Stored data:
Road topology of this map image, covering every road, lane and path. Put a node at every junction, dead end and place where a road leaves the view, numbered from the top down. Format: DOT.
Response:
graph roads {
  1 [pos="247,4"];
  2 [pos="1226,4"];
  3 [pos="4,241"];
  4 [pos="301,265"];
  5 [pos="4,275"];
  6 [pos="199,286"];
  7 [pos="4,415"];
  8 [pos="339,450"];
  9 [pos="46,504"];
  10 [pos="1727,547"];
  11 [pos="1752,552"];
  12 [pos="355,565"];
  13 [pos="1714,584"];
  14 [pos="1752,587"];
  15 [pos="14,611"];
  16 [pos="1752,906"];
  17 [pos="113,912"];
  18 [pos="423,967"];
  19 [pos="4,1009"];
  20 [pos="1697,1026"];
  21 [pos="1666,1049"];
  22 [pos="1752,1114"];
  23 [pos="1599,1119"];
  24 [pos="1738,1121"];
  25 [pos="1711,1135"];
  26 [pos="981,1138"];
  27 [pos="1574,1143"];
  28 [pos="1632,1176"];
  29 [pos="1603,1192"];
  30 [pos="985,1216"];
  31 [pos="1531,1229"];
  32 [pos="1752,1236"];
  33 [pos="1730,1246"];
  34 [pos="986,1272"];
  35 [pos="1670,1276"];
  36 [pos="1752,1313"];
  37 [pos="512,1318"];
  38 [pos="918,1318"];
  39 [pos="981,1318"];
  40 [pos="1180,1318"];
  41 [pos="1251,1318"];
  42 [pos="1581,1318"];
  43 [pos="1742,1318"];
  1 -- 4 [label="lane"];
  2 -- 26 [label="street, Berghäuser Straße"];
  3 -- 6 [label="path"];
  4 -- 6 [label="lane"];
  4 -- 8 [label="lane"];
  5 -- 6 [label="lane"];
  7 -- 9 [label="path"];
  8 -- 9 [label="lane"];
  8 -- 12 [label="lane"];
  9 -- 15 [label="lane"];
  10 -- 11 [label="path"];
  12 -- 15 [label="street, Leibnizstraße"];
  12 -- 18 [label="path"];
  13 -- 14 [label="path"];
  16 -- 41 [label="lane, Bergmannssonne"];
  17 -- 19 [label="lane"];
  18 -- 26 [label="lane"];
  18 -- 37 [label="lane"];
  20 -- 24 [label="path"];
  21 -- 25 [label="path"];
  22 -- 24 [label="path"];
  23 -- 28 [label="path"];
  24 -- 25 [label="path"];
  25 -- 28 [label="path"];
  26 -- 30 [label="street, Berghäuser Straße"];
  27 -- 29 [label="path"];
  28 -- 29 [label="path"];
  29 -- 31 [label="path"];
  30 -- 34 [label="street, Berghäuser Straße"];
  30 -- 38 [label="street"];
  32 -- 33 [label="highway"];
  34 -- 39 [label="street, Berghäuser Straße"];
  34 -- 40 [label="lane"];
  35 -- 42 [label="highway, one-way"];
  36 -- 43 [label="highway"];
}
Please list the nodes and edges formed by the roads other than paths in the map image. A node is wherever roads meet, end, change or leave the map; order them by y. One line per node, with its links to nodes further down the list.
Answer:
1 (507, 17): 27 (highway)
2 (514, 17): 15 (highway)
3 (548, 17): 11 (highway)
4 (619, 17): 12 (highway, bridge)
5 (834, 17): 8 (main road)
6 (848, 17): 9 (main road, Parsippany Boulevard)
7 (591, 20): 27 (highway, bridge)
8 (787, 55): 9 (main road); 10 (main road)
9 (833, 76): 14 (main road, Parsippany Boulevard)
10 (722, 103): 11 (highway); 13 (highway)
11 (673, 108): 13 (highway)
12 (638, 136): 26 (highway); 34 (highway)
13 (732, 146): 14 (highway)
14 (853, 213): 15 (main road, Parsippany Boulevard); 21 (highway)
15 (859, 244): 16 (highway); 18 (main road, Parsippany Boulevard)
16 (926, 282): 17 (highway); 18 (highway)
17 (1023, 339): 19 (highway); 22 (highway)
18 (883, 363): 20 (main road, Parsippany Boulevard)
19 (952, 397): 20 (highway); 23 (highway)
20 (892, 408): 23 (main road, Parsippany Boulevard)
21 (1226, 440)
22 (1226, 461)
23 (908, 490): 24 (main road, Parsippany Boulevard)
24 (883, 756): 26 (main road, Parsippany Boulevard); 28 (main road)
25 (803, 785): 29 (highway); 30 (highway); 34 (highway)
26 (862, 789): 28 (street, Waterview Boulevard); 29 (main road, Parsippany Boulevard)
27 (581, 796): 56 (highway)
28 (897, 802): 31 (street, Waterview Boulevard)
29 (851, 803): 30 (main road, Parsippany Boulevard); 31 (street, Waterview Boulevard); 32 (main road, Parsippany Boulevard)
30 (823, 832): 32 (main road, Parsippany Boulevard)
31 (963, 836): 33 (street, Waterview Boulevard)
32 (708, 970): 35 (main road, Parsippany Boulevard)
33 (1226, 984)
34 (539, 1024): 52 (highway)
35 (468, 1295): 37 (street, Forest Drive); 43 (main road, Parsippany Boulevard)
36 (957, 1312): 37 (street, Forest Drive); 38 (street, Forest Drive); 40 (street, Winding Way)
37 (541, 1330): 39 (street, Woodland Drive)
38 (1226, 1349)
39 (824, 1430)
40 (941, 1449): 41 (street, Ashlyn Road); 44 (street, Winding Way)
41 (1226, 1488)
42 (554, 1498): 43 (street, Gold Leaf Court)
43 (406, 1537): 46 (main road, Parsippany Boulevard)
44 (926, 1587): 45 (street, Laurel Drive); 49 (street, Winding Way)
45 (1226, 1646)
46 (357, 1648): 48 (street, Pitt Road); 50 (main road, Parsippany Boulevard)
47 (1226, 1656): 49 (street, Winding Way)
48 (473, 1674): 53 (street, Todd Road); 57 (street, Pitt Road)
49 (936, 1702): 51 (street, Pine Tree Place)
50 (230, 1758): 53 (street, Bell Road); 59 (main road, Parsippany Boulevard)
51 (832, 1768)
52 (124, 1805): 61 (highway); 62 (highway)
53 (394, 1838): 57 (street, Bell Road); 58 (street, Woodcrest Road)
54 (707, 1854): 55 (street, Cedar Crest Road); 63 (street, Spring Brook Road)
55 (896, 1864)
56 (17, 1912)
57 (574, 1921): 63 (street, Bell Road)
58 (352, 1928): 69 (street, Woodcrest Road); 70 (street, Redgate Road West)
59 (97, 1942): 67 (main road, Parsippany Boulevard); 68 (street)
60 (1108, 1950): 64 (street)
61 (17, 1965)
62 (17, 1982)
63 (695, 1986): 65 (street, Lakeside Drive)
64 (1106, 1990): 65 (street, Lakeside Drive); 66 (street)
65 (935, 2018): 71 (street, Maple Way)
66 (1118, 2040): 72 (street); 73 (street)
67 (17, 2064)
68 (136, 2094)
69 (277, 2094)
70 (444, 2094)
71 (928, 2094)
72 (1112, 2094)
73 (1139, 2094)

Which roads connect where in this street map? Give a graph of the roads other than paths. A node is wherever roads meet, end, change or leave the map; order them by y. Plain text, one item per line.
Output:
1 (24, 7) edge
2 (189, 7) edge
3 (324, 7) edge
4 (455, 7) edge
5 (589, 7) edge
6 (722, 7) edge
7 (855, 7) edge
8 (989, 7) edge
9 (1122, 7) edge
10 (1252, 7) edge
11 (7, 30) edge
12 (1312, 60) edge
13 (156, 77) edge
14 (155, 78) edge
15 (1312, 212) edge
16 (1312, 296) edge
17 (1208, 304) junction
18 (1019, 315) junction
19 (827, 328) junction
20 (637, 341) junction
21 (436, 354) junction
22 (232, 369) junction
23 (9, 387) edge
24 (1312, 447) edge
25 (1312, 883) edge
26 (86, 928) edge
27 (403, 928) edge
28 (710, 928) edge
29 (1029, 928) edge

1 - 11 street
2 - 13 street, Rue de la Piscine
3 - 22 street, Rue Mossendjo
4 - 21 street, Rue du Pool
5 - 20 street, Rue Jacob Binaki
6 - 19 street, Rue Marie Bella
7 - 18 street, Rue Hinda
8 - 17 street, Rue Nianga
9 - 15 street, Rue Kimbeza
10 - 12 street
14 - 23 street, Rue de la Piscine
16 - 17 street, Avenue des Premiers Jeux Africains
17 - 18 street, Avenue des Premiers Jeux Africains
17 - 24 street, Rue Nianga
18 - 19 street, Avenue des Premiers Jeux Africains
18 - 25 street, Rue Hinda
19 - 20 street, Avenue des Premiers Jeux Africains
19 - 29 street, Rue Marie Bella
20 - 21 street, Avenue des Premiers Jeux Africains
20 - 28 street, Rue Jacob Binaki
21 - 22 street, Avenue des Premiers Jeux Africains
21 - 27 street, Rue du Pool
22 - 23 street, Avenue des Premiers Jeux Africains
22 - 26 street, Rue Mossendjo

The problem:
Go through the records above and return every line that holds the string "Woodcrest".

Task output:
53 (394, 1838): 57 (street, Bell Road); 58 (street, Woodcrest Road)
58 (352, 1928): 69 (street, Woodcrest Road); 70 (street, Redgate Road West)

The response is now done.